While I was off romping around the Caribbean last week, more explorers and adventurers hit the ice in the Antarctic and have now begun their journeys towards the South Pole. But as usual, the frozen continent is not making it easy on anyone as surface and weather conditions test their patience and resolve.
Henry Worsley has started to pick up the pace some, in part because the snow beneath his skis has become more firm, allowing him to glide along a bit more efficiently. The British polar explorer also seems to be finding his rhythm after more than three weeks on the ice, which is helping as well. A few days back he crossed the 84th parallel, which means he is now nearing the halfway point to the Pole. But considering the fact that he aims to traverse the continent, he is actually only about a quarter of the way done. As of now, he has skied about 240 nautical miles (444 km/276 miles), with the last couple of days being completed in whiteout conditions.
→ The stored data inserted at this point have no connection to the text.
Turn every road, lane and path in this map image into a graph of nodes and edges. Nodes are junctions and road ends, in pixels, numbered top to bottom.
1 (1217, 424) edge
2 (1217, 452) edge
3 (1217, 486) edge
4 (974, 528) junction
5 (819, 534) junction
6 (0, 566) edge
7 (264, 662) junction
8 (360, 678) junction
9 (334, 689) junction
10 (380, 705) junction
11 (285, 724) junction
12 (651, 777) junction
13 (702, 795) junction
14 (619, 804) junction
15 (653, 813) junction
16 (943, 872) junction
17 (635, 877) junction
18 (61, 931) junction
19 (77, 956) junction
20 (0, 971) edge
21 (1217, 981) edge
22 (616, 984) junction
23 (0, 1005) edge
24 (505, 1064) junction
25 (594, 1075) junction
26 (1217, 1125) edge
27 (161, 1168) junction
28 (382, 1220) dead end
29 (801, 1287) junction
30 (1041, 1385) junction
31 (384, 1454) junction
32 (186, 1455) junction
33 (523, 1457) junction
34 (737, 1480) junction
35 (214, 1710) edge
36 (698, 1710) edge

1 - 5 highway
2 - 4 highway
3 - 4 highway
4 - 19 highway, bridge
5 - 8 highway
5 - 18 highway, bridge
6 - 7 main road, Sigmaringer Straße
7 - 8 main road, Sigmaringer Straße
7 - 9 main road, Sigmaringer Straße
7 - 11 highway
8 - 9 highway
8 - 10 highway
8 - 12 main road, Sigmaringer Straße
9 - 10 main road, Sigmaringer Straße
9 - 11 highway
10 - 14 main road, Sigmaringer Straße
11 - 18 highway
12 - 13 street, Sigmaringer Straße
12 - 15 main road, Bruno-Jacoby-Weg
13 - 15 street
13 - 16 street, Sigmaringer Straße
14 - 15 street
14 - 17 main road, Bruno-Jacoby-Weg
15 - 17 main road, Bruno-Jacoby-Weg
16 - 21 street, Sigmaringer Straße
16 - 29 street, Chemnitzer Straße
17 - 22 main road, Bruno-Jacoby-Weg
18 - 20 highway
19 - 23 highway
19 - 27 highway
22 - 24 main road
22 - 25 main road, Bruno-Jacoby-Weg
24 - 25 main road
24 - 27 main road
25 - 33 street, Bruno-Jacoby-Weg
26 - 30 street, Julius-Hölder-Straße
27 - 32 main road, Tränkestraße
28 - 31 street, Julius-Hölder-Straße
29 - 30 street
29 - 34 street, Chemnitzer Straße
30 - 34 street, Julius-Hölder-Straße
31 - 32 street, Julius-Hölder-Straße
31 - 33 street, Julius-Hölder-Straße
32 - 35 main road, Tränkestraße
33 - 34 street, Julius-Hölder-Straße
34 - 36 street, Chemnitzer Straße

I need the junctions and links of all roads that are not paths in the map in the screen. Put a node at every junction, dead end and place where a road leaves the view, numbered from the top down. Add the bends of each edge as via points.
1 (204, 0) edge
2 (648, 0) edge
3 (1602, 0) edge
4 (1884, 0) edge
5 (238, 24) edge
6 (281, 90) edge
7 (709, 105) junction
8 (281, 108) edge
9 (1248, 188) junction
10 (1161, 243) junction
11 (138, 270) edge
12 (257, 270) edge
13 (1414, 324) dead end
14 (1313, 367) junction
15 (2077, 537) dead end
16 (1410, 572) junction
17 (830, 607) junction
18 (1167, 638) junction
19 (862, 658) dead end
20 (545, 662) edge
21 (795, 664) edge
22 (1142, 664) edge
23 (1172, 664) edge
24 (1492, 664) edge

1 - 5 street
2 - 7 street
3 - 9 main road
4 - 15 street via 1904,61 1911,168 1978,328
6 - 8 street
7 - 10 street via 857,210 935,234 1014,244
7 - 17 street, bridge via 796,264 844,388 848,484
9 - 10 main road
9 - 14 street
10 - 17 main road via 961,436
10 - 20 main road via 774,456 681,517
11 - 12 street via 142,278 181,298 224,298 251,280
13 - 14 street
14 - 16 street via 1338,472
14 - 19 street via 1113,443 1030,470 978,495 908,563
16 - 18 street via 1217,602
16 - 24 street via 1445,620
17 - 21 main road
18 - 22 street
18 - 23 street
That type of weather can truly test the spirit, but Henry continues to press ahead as best he can.
Worsley isn’t the only one dealing with whiteouts at the moment. The three-person team consisting of guide Carl Alvy and his clients Khai Nguyen and Emma Kelty also have been skiing through the soup the past couple of days. After being delayed at Union Glacier due to weather, the trio finally hit the ice this past Saturday, and have been making solid progress at the start. But the weather conditions do test their mood as they press on towards the South Pole.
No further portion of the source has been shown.